How TikTok lifted off our small businesses

From Left: TikTokers Anne Muhia, Mwangi Muthoni and Lynn Boke.

Photo credit: Courtesy | Billy Ogada

When TikTok was launched in Kenya, not many knew that it would one day be a gold mine for entrepreneurs. For many business owners now, TikTok is where their clients are.
Meet Mwangi Muthoni, the proprietor of Dreadlocks Nairobi Kenya.

With over 50,000 followers, Mwangi posts all about dreadlocks: different hairstyles and how to care for them.
He started his TikTok page in 2021, but the focus was not much on the number of likes.
“We just created videos, and people commented. People asked questions, and we always answered.
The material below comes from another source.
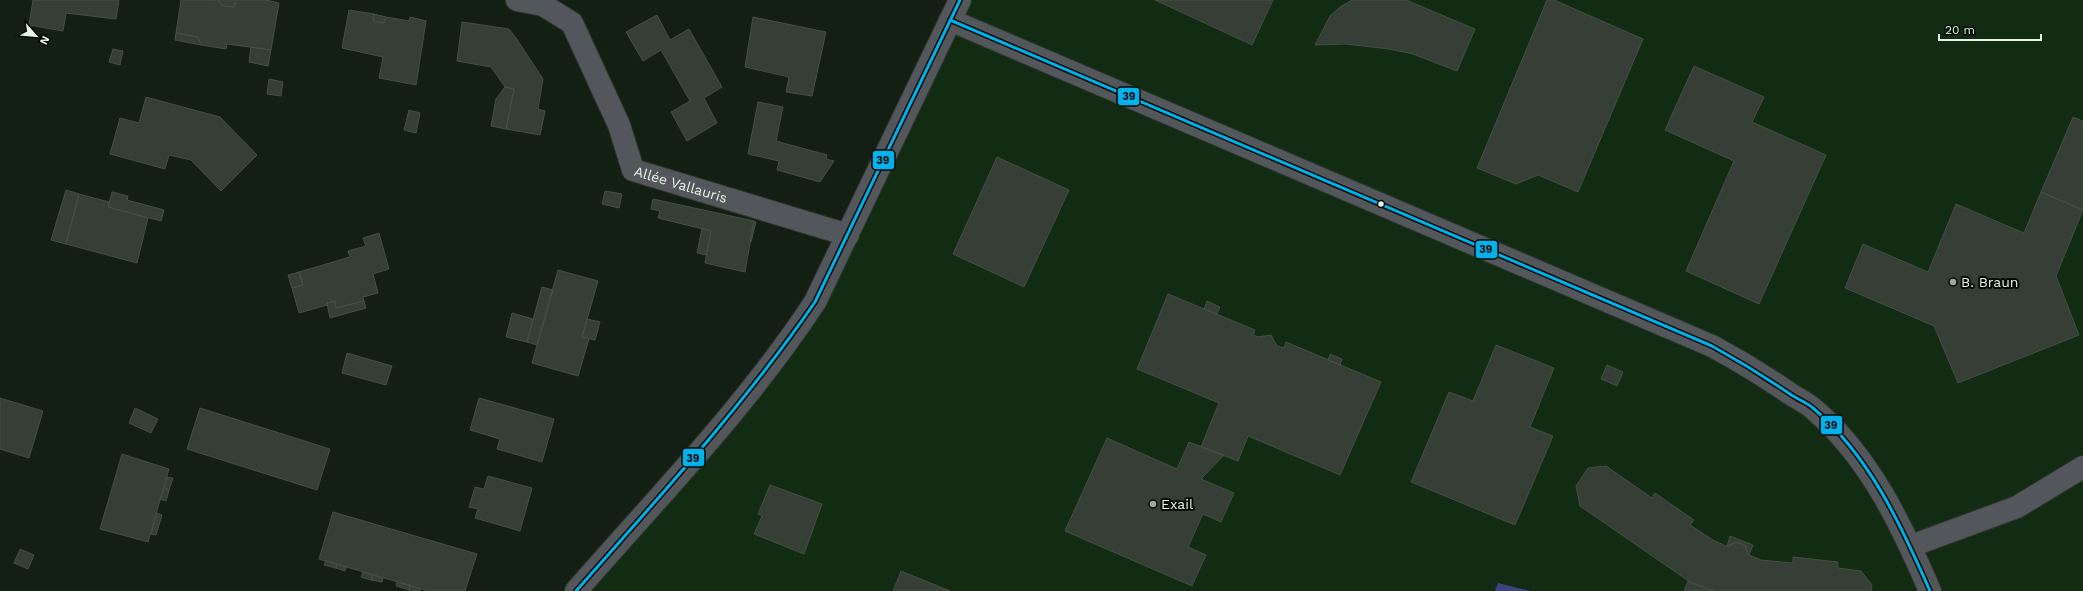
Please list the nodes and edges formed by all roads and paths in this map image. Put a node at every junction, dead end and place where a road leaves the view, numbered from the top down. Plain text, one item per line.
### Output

That’s how we started getting clients from TikTok as they began to have confidence in our work,” the 31-year-old hairstylist tells Lifestyle.
Mwangi studied information technology in college but says he failed to secure employment, partly because his dreadlocks affected his job opportunities.
“One employer said he wouldn’t hire an employee with dreadlocks and suggested I look for a job as a DJ. I decided to open the dreadlocks salon in 2013 because I love dreadlocks,” says Mwangi, who now has a salon at Kenya Cinema in Nairobi’s Central Business District.

Mwangi Muthoni tends to a client on June 20, 2024, at his salon in Nairobi.  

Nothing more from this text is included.